The furniture retailer defines relative feature demand bands, from low to very high. The deployment frequency of one software service relative to another is recognised as the most important property. Relative feature bands allow the unique characteristics of different furniture domains to be taken into account.
The furniture retailer identifies monthly, fortnightly, weekly, and daily deployments as its deployment frequency levels, and ties them to feature demand bands.
Product managers estimate low demand for the ecommerce platform, high demand for the appointments frontend, and very high demand for the bedroom frontend.
Each software service is matched to a deployment target by its service demand. For example, the bedroom service is assigned to daily deployments, as its service demand is believed to be very high.
Adopt You Build It You Run It for any foundational system or digital service, when you require extreme reliability:
- 99.99% availability protection.
- 1 minute of tolerable unavailability per week.
It's rare for our customers to truly require 99.99% availability. The engineering effort involved is enormous.
Adopt You Build It You Run It for your digital services, when you have these desired outcomes:
- Weekly, daily, or more frequent deployments.
- 95.0% to 99.99% availability protection.
- 9 hours to 10 minutes of tolerable unavailability per week.
For the furniture retailer, the appointments and bedroom frontends match with You Build It You Run It.
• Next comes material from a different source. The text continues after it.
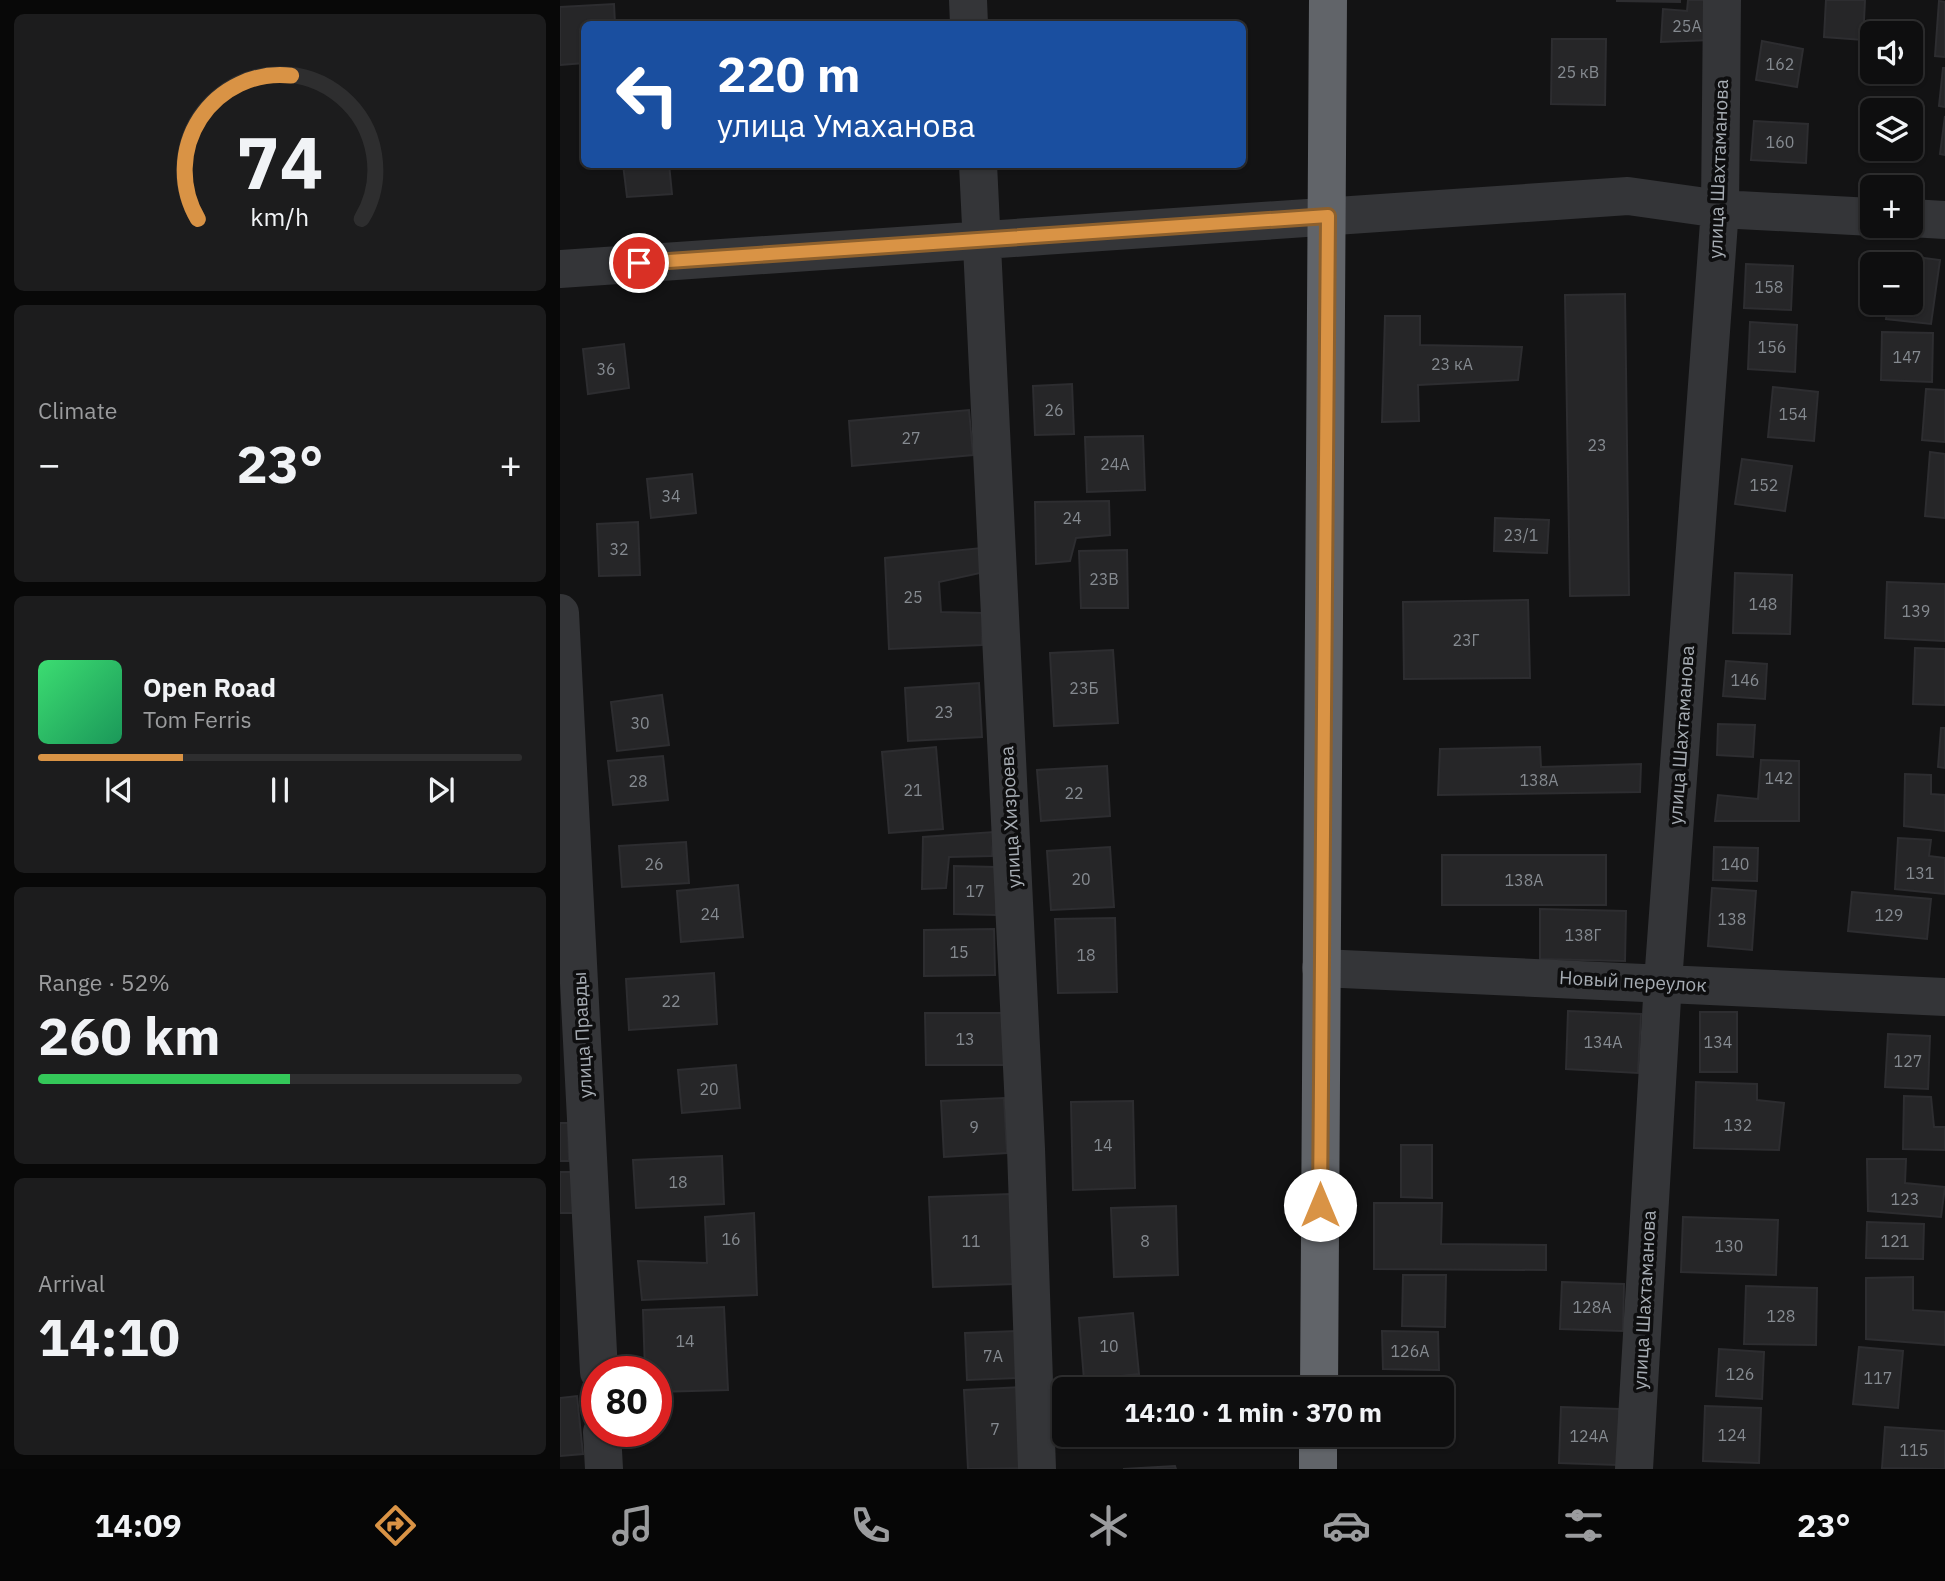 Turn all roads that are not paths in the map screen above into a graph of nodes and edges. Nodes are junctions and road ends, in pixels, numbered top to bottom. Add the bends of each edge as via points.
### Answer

In the private sector, it's possible to have digital services with a low level of revenue exposure, and high feature demand. For example, a medical publishing company with a per-institution subscription model could have customers clamouring for new features, but a website failure would not incur direct revenue loss as customer dissatisfaction is not linked to subscription renewal. Operational costs and indirect revenue loss would need to be factored into the availability target calculation.
We'd urge caution if you believe a low availability target and a low deployment target apply to your digital services. Low financial exposure on failure and low product feature demand could signify you're building the wrong thing for your customers.
Select Ops Run It for your self-hosted COTS applications and custom integrations, when your desired outcomes are:
- Monthly to fortnightly deployments.
- 95.0% to 99.9% availability protection.
- 9 hours to 10 minutes of tolerable unavailability per week.
Foundational systems usually require infrequent code changes after launch.
For the furniture retailer, the ecommerce-platform COTS application matches with Ops Run It at a higher availability target.